→ The task: In the records below, begin at the line containing "#include <math.h>" and end at the line containing "cairo_mask(cr, soft);"; quote every line in that span exactly, including both boundary lines, and no others.

*** Material for this task Section Begins ***

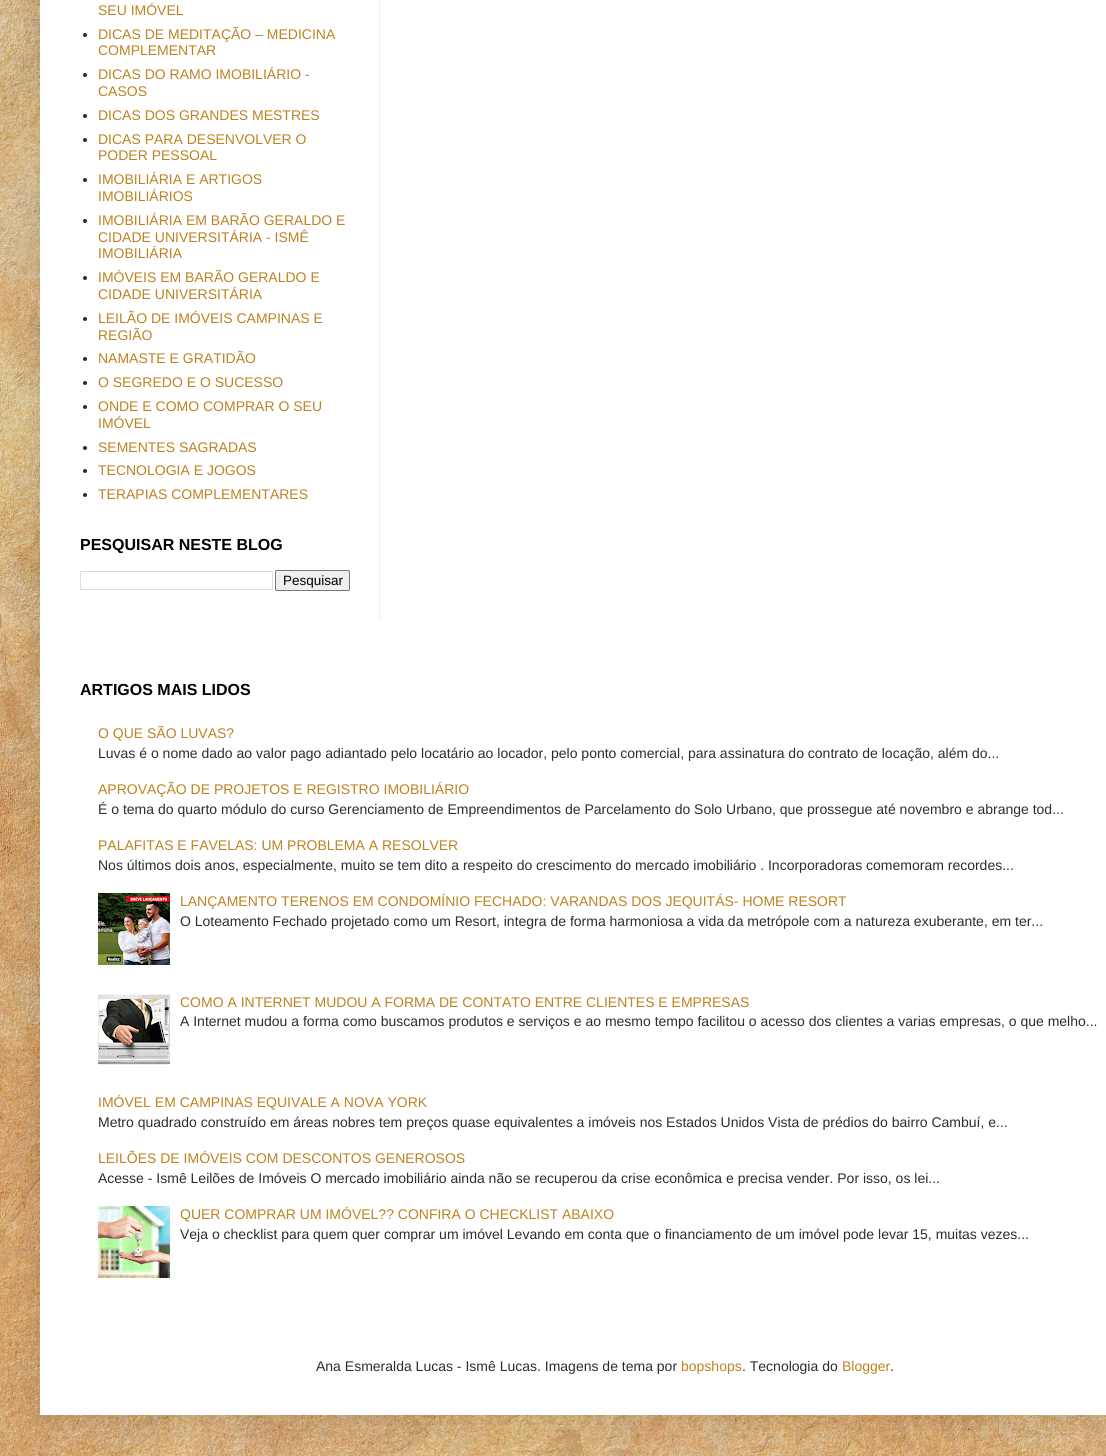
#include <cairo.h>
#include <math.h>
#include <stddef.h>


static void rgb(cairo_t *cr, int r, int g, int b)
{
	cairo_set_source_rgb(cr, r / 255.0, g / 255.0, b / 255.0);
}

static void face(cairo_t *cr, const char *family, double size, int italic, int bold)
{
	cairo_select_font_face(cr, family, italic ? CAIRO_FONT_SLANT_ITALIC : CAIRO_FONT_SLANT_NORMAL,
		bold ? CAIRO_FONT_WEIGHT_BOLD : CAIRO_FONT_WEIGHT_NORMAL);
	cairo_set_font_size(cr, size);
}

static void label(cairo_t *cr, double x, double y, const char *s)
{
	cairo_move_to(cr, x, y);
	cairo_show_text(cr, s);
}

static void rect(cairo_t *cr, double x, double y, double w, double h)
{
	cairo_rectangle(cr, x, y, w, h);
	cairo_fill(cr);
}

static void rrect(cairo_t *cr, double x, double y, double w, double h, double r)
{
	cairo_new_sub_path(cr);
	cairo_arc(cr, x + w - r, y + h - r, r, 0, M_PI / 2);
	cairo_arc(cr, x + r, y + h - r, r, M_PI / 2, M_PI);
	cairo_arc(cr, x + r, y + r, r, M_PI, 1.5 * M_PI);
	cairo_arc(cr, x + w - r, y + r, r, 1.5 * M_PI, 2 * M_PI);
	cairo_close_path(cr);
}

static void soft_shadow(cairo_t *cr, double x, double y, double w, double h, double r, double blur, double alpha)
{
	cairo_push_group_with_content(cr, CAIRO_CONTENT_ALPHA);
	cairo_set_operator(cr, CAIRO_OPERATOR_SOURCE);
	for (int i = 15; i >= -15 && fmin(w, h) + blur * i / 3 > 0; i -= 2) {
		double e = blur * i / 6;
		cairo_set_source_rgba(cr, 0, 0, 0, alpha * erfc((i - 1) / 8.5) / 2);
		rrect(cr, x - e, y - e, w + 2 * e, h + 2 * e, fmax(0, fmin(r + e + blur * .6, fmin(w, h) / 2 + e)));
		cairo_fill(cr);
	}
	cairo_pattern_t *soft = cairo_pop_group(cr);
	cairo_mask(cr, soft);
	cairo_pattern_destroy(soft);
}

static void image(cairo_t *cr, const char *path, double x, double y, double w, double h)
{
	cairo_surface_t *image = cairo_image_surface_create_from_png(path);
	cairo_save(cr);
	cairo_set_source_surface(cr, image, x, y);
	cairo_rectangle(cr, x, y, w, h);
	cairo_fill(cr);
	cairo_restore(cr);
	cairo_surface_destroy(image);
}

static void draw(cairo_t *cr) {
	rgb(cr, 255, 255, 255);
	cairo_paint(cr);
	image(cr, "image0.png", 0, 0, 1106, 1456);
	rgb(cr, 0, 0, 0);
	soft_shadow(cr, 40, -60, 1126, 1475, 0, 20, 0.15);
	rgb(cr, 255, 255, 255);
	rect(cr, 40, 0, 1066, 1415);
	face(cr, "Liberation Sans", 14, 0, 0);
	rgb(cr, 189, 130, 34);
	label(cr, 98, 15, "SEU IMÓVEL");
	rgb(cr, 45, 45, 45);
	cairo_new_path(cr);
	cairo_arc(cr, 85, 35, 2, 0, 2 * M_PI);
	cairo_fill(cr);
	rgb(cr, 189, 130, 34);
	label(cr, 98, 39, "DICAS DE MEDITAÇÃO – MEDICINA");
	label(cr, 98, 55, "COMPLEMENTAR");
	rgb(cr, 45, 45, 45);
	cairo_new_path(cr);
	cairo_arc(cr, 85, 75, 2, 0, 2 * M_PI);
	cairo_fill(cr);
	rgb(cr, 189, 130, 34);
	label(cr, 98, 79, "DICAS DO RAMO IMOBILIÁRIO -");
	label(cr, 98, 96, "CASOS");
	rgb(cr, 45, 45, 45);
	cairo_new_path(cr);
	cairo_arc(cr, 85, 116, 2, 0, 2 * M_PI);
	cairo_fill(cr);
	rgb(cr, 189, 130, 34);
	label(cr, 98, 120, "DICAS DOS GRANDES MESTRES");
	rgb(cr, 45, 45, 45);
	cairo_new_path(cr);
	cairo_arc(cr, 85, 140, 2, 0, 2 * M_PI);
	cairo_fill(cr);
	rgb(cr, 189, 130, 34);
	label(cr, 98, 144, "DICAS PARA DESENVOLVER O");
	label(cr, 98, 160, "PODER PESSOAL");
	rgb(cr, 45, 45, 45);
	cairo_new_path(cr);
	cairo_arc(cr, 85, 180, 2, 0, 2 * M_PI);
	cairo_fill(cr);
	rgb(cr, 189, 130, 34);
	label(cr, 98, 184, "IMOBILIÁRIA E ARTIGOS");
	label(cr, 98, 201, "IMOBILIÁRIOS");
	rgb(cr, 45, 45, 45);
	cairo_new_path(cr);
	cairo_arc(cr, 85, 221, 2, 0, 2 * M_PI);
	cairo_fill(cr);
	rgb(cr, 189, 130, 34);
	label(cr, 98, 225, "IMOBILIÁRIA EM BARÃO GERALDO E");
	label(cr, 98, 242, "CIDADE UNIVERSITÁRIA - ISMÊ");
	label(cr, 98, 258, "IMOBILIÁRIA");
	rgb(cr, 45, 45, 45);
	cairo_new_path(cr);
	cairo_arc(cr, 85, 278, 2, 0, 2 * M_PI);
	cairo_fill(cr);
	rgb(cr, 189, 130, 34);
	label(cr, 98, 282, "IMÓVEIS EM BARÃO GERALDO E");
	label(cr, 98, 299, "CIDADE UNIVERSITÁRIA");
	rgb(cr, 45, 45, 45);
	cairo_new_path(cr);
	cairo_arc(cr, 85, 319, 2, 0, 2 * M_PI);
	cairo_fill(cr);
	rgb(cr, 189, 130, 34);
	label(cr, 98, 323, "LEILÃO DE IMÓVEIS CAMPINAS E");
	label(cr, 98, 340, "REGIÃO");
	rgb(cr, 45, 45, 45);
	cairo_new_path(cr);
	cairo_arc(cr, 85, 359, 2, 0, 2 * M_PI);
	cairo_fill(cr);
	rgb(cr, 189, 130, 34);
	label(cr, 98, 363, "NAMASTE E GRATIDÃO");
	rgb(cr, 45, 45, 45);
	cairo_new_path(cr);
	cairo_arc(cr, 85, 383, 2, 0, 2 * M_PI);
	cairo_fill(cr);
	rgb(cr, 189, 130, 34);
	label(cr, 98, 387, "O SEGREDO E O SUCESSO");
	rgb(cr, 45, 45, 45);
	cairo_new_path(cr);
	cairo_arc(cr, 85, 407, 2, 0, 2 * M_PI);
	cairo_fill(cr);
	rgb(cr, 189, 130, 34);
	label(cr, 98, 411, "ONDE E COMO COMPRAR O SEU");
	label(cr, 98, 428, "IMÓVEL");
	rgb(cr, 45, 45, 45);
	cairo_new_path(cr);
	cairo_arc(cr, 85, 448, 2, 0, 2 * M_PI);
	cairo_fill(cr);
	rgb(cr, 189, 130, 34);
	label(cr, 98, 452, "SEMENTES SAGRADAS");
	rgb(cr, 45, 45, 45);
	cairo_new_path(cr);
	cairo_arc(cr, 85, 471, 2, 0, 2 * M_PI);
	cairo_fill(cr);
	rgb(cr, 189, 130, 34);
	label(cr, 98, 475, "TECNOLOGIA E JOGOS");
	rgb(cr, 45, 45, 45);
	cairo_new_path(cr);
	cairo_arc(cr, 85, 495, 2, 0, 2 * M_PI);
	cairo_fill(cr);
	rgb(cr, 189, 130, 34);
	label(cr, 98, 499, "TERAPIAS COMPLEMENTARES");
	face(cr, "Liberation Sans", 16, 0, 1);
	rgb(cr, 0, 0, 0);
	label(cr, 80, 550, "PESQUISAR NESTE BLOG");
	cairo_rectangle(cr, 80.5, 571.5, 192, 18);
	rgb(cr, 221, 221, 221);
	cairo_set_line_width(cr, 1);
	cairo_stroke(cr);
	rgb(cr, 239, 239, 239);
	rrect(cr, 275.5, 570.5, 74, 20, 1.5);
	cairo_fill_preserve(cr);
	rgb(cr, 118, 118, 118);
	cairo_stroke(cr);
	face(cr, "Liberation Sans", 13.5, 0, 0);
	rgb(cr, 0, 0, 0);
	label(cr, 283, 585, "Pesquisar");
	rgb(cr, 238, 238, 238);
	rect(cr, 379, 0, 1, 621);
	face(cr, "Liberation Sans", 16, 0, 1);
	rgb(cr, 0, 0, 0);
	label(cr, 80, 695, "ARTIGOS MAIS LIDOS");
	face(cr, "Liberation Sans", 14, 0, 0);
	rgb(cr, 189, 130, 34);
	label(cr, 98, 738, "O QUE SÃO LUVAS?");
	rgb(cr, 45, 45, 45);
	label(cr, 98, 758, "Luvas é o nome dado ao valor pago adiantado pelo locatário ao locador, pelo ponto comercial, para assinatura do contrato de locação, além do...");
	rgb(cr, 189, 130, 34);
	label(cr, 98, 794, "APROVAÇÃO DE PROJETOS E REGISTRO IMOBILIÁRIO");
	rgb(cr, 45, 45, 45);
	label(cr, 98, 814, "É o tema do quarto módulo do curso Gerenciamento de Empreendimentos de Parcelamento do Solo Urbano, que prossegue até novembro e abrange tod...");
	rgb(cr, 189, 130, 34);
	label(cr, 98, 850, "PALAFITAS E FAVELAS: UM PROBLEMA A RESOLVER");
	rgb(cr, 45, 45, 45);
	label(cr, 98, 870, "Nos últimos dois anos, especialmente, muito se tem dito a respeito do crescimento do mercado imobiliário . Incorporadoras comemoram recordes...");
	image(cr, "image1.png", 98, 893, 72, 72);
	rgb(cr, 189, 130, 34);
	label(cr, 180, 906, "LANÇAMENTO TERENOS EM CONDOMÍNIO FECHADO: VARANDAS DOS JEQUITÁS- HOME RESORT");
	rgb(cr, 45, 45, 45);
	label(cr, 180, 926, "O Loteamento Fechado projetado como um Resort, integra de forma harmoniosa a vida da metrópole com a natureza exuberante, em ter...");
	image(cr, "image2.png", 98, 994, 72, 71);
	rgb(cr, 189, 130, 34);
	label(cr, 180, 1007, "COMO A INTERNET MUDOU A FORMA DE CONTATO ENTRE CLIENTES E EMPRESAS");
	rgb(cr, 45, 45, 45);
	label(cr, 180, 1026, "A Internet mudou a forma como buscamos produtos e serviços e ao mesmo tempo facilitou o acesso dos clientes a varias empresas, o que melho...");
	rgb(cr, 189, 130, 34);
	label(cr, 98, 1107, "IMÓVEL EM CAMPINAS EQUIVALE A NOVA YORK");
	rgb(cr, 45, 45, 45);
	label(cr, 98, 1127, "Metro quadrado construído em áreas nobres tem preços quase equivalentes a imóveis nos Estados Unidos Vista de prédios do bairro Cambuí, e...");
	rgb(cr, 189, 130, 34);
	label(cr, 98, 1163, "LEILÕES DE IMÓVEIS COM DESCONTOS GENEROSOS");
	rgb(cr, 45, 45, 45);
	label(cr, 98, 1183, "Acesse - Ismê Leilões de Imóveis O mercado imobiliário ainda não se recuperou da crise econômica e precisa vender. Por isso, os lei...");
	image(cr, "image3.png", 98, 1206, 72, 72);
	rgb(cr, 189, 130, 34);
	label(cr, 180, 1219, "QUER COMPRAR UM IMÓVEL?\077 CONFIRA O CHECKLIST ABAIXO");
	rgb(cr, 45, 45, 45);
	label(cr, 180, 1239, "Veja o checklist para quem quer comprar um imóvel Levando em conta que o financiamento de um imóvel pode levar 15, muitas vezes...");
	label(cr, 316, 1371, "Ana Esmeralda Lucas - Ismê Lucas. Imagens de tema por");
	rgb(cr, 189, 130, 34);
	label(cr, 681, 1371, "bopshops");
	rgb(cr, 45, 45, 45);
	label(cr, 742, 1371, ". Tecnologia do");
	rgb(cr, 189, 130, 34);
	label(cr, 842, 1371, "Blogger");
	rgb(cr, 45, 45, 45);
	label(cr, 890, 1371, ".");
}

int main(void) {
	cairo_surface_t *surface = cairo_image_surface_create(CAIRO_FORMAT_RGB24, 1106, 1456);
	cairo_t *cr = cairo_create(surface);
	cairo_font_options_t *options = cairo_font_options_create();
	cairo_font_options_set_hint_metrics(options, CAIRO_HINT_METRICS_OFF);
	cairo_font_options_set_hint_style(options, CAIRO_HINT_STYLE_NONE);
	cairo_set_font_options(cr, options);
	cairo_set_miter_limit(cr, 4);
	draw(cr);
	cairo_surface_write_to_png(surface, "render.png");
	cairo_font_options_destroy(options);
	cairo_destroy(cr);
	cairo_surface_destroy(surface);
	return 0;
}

*** Material for this task Section Ends ***

→ Exercise answer:
#include <math.h>
#include <stddef.h>


static void rgb(cairo_t *cr, int r, int g, int b)
{
	cairo_set_source_rgb(cr, r / 255.0, g / 255.0, b / 255.0);
}

static void face(cairo_t *cr, const char *family, double size, int italic, int bold)
{
	cairo_select_font_face(cr, family, italic ? CAIRO_FONT_SLANT_ITALIC : CAIRO_FONT_SLANT_NORMAL,
		bold ? CAIRO_FONT_WEIGHT_BOLD : CAIRO_FONT_WEIGHT_NORMAL);
	cairo_set_font_size(cr, size);
}

static void label(cairo_t *cr, double x, double y, const char *s)
{
	cairo_move_to(cr, x, y);
	cairo_show_text(cr, s);
}

static void rect(cairo_t *cr, double x, double y, double w, double h)
{
	cairo_rectangle(cr, x, y, w, h);
	cairo_fill(cr);
}

static void rrect(cairo_t *cr, double x, double y, double w, double h, double r)
{
	cairo_new_sub_path(cr);
	cairo_arc(cr, x + w - r, y + h - r, r, 0, M_PI / 2);
	cairo_arc(cr, x + r, y + h - r, r, M_PI / 2, M_PI);
	cairo_arc(cr, x + r, y + r, r, M_PI, 1.5 * M_PI);
	cairo_arc(cr, x + w - r, y + r, r, 1.5 * M_PI, 2 * M_PI);
	cairo_close_path(cr);
}

static void soft_shadow(cairo_t *cr, double x, double y, double w, double h, double r, double blur, double alpha)
{
	cairo_push_group_with_content(cr, CAIRO_CONTENT_ALPHA);
	cairo_set_operator(cr, CAIRO_OPERATOR_SOURCE);
	for (int i = 15; i >= -15 && fmin(w, h) + blur * i / 3 > 0; i -= 2) {
		double e = blur * i / 6;
		cairo_set_source_rgba(cr, 0, 0, 0, alpha * erfc((i - 1) / 8.5) / 2);
		rrect(cr, x - e, y - e, w + 2 * e, h + 2 * e, fmax(0, fmin(r + e + blur * .6, fmin(w, h) / 2 + e)));
		cairo_fill(cr);
	}
	cairo_pattern_t *soft = cairo_pop_group(cr);
	cairo_mask(cr, soft);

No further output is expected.